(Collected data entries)
════════════════════

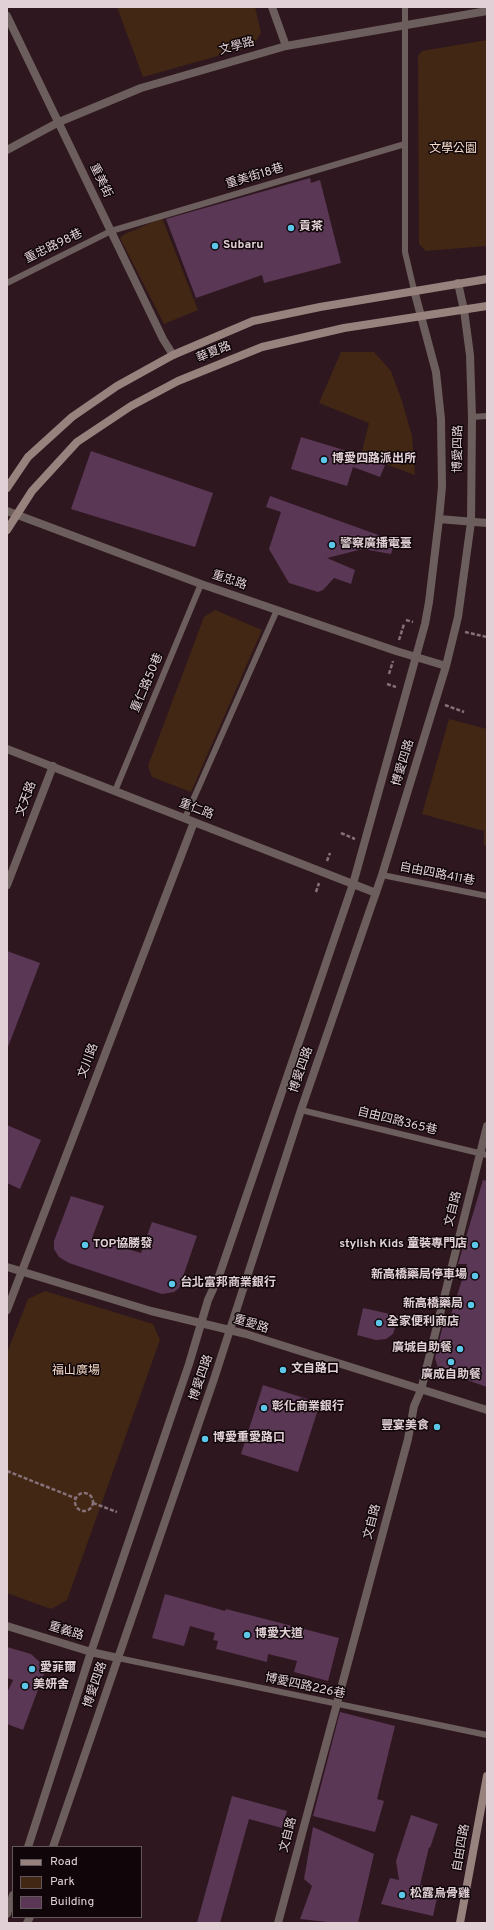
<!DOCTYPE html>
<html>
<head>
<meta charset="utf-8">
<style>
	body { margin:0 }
	#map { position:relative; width:494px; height:1930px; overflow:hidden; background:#2f171f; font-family:Overpass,sans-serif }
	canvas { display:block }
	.frame { position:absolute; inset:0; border:8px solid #e1d0d5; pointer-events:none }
	.legend { position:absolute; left:12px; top:1846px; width:130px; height:72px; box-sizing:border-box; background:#100609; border:1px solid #64575b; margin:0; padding:5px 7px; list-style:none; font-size:12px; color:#e1d0d5 }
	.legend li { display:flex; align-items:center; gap:8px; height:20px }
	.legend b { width:20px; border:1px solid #64575b }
</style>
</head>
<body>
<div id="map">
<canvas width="494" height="1930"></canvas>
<div class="frame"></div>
<ul class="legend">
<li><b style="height:5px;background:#97827e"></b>Road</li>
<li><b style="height:11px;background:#412714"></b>Park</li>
<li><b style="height:11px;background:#5b3756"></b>Building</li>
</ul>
</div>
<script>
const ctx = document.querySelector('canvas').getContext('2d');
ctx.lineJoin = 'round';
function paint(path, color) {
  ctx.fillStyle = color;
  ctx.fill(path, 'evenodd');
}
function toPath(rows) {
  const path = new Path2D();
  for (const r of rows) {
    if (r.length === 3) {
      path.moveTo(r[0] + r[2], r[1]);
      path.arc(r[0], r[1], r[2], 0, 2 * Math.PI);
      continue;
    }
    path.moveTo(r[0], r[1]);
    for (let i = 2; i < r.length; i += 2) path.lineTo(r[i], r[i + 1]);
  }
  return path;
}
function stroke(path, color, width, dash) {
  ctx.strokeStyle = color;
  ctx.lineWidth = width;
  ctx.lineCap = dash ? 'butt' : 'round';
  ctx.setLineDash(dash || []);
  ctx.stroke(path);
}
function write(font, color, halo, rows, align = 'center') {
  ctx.font = font + ' Overpass,"Noto Sans TC",sans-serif';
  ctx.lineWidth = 3;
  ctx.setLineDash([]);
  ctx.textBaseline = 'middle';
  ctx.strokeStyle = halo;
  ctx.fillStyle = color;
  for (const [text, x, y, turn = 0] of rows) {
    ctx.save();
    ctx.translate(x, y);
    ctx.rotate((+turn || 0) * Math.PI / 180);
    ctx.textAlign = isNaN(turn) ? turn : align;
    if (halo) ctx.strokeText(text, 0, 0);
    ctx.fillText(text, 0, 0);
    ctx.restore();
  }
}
const green = toPath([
	[117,7,255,7,261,33,253,46,143,77],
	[487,40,487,246,426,251,419,244,418,56,422,51],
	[162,218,198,310,164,324,120,238,125,234],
	[341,352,374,352,391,371,402,401,412,436,415,475,361,455,369,423,319,403],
	[215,610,262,630,191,792,152,777,148,766,204,617],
	[449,719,487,729,487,846,484,845,484,831,422,814],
	[45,1291,153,1324,160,1340,67,1600,51,1609,7,1593,7,1353,28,1299]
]);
const building = toPath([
	[310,178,311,183,320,180,341,263,264,283,262,275,196,298,166,219],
	[301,437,357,454,385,465,380,477,353,467,347,486,291,469],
	[91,451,213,493,195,547,71,509],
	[270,496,395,541,391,554,363,549,327,558,355,570,351,584,334,578,323,590,318,592,289,583,269,549,281,512,266,507],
	[7,951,40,963,8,1047,7,1047],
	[7,1125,41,1140,20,1189,7,1183],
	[483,1180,487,1181,487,1387,444,1372,438,1368,435,1358,443,1325,447,1327,467,1264,458,1264],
	[71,1196,104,1206,92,1238,141,1253,152,1222,197,1236,179,1288,174,1292,162,1294,69,1263,59,1257,54,1249,54,1241],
	[363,1308,399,1316,393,1334,386,1339,376,1340,357,1335],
	[263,1385,320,1403,298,1472,241,1454],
	[165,1594,225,1611,226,1609,339,1638,328,1681,294,1672,297,1661,268,1654,267,1662,216,1649,218,1641,213,1640,215,1633,190,1626,184,1646,152,1638],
	[7,1647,31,1654,43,1665,45,1671,23,1730,7,1724,7,1693,13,1680,7,1678],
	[340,1712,395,1726,377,1799,384,1801,375,1832,313,1816],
	[232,1796,287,1811,282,1828,249,1819,220,1923,197,1923],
	[411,1815,438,1824,430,1848,429,1847,420,1885,439,1889,433,1916,381,1904,390,1878,399,1880,396,1861],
	[313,1827,374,1854,358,1923,336,1923,300,1919,312,1886,304,1879]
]);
const path = toPath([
	[406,620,413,622],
	[465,632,487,637],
	[399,640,404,624],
	[389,674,393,661],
	[387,684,396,687],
	[445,705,464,712],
	[341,833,355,839],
	[327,861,330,853],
	[316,892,319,883],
	[7,1471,75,1498],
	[84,1502,9],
	[93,1503,117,1512]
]);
const lane = toPath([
	[405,7,405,252,414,290],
	[7,283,111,231,405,144],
	[472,417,487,416],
	[115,791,201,584],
	[185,818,277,610],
	[382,875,487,896],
	[301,1110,487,1155],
	[118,1658,487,1735]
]);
const street = toPath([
	[272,7,286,46],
	[7,16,163,339,173,355],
	[7,150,59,122,141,88,286,46,487,11],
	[7,511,201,584,396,651,446,666],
	[439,519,487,523],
	[7,749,376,893],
	[7,885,53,766],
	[7,1267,151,1311,246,1334,487,1410],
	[7,1310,194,822],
	[7,1626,91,1652,118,1658],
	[28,1847,91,1652,189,1364,208,1300,219,1276,353,884,425,624,429,602,439,519,442,487,441,419,436,372,414,290],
	[53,1847,214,1379,301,1110,382,875,446,666,458,617,471,522,472,417,470,355,464,310,458,283],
	[7,1914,13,1895],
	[27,1923,30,1917],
	[278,1923,408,1439,414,1406,421,1390,487,1126]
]);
const secondary = toPath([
	[7,488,28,457,72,417,117,386,173,355,253,321,320,307,487,279],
	[7,530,32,491,77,442,131,406,178,381,262,347,344,328,487,306],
	[460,1923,487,1776]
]);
const markers = [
	[291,228,4,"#5cc7e8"],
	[215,246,4,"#5cc7e8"],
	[324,460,4,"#5cc7e8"],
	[332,545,4,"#5cc7e8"],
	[85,1245,4,"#5cc7e8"],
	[475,1245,4,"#5cc7e8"],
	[475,1276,4,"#5cc7e8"],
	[172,1284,4,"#5cc7e8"],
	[471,1305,4,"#5cc7e8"],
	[379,1323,4,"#5cc7e8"],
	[460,1349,4,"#5cc7e8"],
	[451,1362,4,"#5cc7e8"],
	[283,1370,4,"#5cc7e8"],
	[264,1408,4,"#5cc7e8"],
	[437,1427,4,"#5cc7e8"],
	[205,1439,4,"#5cc7e8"],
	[247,1635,4,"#5cc7e8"],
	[32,1669,4,"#5cc7e8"],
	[25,1686,4,"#5cc7e8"],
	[402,1895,4,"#5cc7e8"]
];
const streetNames = [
	["文學路",237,47,-16],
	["重美街18巷",255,177,-17],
	["重美街",100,181,64],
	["重忠路98巷",54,247,-26],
	["華夏路",214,353,-22],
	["博愛四路",459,449,-89],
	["重忠路",229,581,19],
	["重仁路50巷",148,683,-67],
	["博愛四路",404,763,-73],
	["文天路",27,799,-69],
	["重仁路",196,810,21],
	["自由四路411巷",437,875,11],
	["文川路",89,1061,-69],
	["博愛四路",302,1070,-71],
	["自由四路365巷",397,1122,14],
	["文自路",454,1209,-76],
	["重愛路",251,1325,17],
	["博愛四路",202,1378,-71],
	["文自路",373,1522,-75],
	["重義路",66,1632,17],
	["博愛四路",96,1685,-71],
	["博愛四路226巷",305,1687,12],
	["文自路",289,1835,-75],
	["自由四路",462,1848,-80]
];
const parkNames = [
	["文學公園",453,150],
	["福山廣場",76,1372]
];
const poiNames = [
	["貢茶",299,228],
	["Subaru",223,246],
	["博愛四路派出所",332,460],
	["警察廣播電臺",340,545],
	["TOP協勝發",93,1245],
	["stylish Kids 童裝專門店",467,1245,"right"],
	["新高橋藥局停車場",467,1276,"right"],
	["台北富邦商業銀行",180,1284],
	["新高橋藥局",463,1305,"right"],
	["全家便利商店",387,1323],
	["廣城自助餐",452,1349,"right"],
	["文自路口",291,1370],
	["廣成自助餐",451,1376,"center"],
	["彰化商業銀行",272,1408],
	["豐宴美食",429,1427,"right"],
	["博愛重愛路口",213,1439],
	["博愛大道",255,1635],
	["愛菲爾",40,1669],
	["美妍舍",33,1686],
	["松露烏骨雞",410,1895]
];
paint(green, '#412714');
paint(building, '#5b3756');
stroke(path, '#867178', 2.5, [4, 2]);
stroke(lane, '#6c5e5c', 6);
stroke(street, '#6c5e5c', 8);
stroke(secondary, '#97827e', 8);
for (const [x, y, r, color] of markers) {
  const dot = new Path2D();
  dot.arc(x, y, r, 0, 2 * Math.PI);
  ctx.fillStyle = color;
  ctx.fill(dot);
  stroke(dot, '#100609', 1.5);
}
write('12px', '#e1d0d5', '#100609', streetNames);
write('12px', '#f6dac8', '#100609', parkNames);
write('bold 12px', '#e1d0d5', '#100609', poiNames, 'left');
</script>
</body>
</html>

════════════════════

• _Directions for this task_:
Of the lines above, copy each that contains "canvas".

• _Problem solution_:
	canvas { display:block }
<canvas width="494" height="1930"></canvas>
const ctx = document.querySelector('canvas').getContext('2d');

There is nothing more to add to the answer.